YW: Naturally, my most exquisite memories are my piano recitals that I gave there; but nor can I forget about the exhilaration that I felt when I had the opportunity to practise on Liszt’s very own concert piano, or when I could be physically close to his objects and instruments.
JJ: Some years ago, a recording was released of me playing the instruments on display in the Liszt Memorial Museum. This is one of my dearest memories. I became really fond of these instruments,
though prior to the recording I had to familiarize myself with them, as we are talking about antique objects. The piano-harmonica came closest to my heart: it is still an uplifting memory that I could perform Liszt’s music on it. I might say it has a celestial sound. I am, of course, not just keen on Liszt’s pianos but also on the spirit of the place, as Liszt himself used to live and teach here.
Is it possible to emulate the great virtuoso in any sense?
GI: With regards to the Sonnets of Petrarch, I wish I could show so many facets of love as he could. I would also love to present those shades so richly as he did, to evoke emotions with tones and to be able to put those shades into words with utmost accuracy and precision while I am teaching my students.
YW: I would love to match Franz Liszt in his ability to sight read perfectly.
JJ: It is impossible to match him, but at least, I do strive to get close to the spirit of his compositions as much as possible. I am trying to be near him, as one can become enormously enriched through his works.
If the maestro were sitting here with us now, what would you want to ask him?

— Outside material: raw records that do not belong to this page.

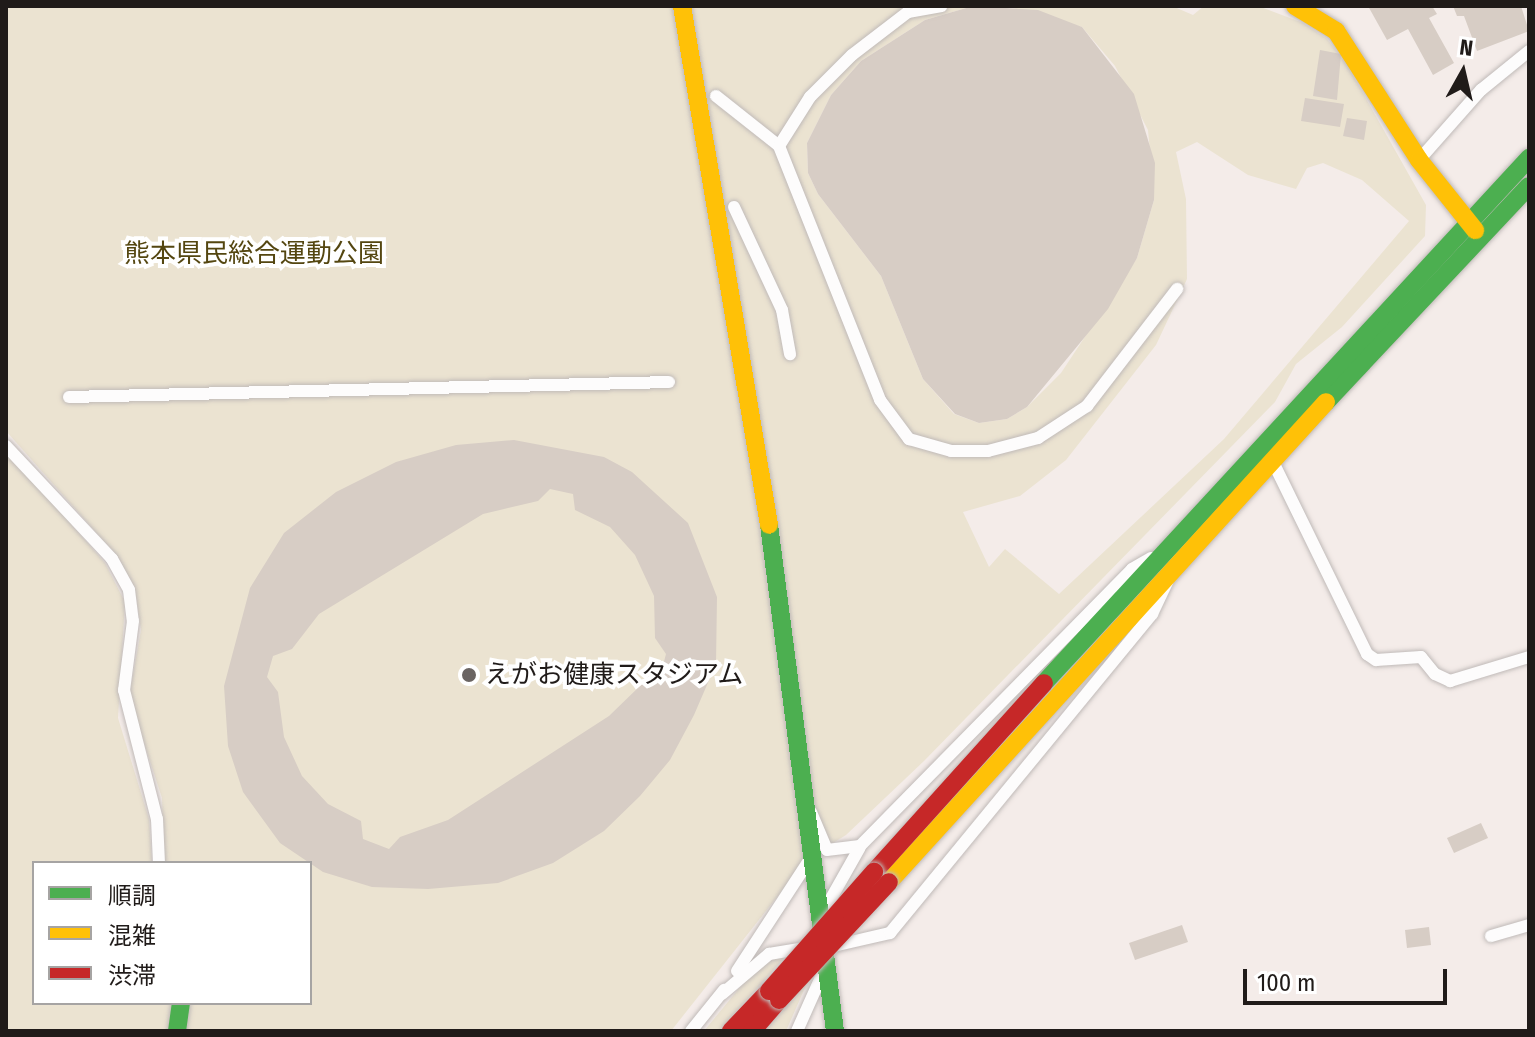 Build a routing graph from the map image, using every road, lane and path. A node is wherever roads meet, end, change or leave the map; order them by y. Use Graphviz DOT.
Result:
graph roads {
  1 [pos="682,6"];
  2 [pos="941,6"];
  3 [pos="1303,7"];
  4 [pos="1529,51"];
  5 [pos="716,96"];
  6 [pos="779,146"];
  7 [pos="1529,158"];
  8 [pos="1419,160"];
  9 [pos="1529,186"];
  10 [pos="734,207"];
  11 [pos="1473,228"];
  12 [pos="1177,289"];
  13 [pos="790,354"];
  14 [pos="669,382"];
  15 [pos="69,397"];
  16 [pos="6,446"];
  17 [pos="1274,464"];
  18 [pos="1171,555"];
  19 [pos="1529,657"];
  20 [pos="801,786"];
  21 [pos="860,846"];
  22 [pos="810,859"];
  23 [pos="159,861"];
  24 [pos="818,920"];
  25 [pos="1529,925"];
  26 [pos="1491,936"];
  27 [pos="824,956"];
  28 [pos="722,994"];
  29 [pos="774,995"];
  30 [pos="181,1005"];
  31 [pos="177,1031"];
  32 [pos="691,1031"];
  33 [pos="731,1031"];
  34 [pos="752,1031"];
  35 [pos="797,1031"];
  36 [pos="835,1031"];
  1 -- 20 [label="street"];
  2 -- 6 [label="street"];
  3 -- 8 [label="street"];
  4 -- 8 [label="street"];
  5 -- 6 [label="street"];
  6 -- 12 [label="street"];
  7 -- 11 [label="street"];
  8 -- 11 [label="street"];
  9 -- 11 [label="street"];
  10 -- 13 [label="street"];
  11 -- 17 [label="street"];
  11 -- 18 [label="street"];
  14 -- 15 [label="street"];
  16 -- 23 [label="street"];
  17 -- 18 [label="street"];
  17 -- 19 [label="street"];
  18 -- 21 [label="street"];
  18 -- 27 [label="street"];
  18 -- 29 [label="street, bridge"];
  20 -- 21 [label="street"];
  20 -- 22 [label="street"];
  21 -- 24 [label="street"];
  22 -- 24 [label="street"];
  22 -- 28 [label="street"];
  24 -- 27 [label="street"];
  25 -- 26 [label="street"];
  27 -- 28 [label="street"];
  27 -- 35 [label="street"];
  27 -- 36 [label="street"];
  28 -- 32 [label="street"];
  29 -- 33 [label="street"];
  29 -- 34 [label="street"];
  30 -- 31 [label="street"];
}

IG: If I could have but one question, this one question would be in connection with the Sonata in B minor. I would ask Liszt to reveal that miraculous key and whisper me the secret of the piece, so that I may quote Karinthy and say: “I must not tell it to anyone, so tell it I will to everyone.” I have been playing and teaching this work for many years, but my problem is that, no matter whose opinion or performance I hear, it is always only very convincing and authentic in fragments and not as a whole. I feel somehow urged to solve this riddle. My professor, Mihály Bächer, who had a great impact on me, never talked to me of the actual meaning of the Sonata. Indeed, it is Faust-like, satanic: there is eternal damnation and ascension into heaven in it. Nonetheless, we cannot be sure whether it has an actual plot; it is not programme music but an instrumental piece that has no explicit storyline. This is definitely what I would ask Liszt. Word has it that on one occasion Liszt was playing the Sonata in B minor among his friends. Wagner was there, too. At the end of performance, Wagner went up to Liszt, enthusiastically congratulated him on the composition and asked him the following question: “It is a Faust sonata, isn’t it?” But Liszt only smiled enigmatically and said not a word in reply.
YW: I would certainly choose to ask the maestro what a musician needs most, what he or she must learn and do to become a real artist.
JJ: I wouldn’t ask Liszt a question, but would instead point to the piano and ask him to play me something! I could ask him about the tempo, for example, but what for? I’m sure he never played anything twice the same way. If he were sitting here with us, I would be watching and listening to him attentively from the corner of the room to observe how he makes tones sound, to what extent he feels aware of himself, and what sounds he would get from the piano in this small room.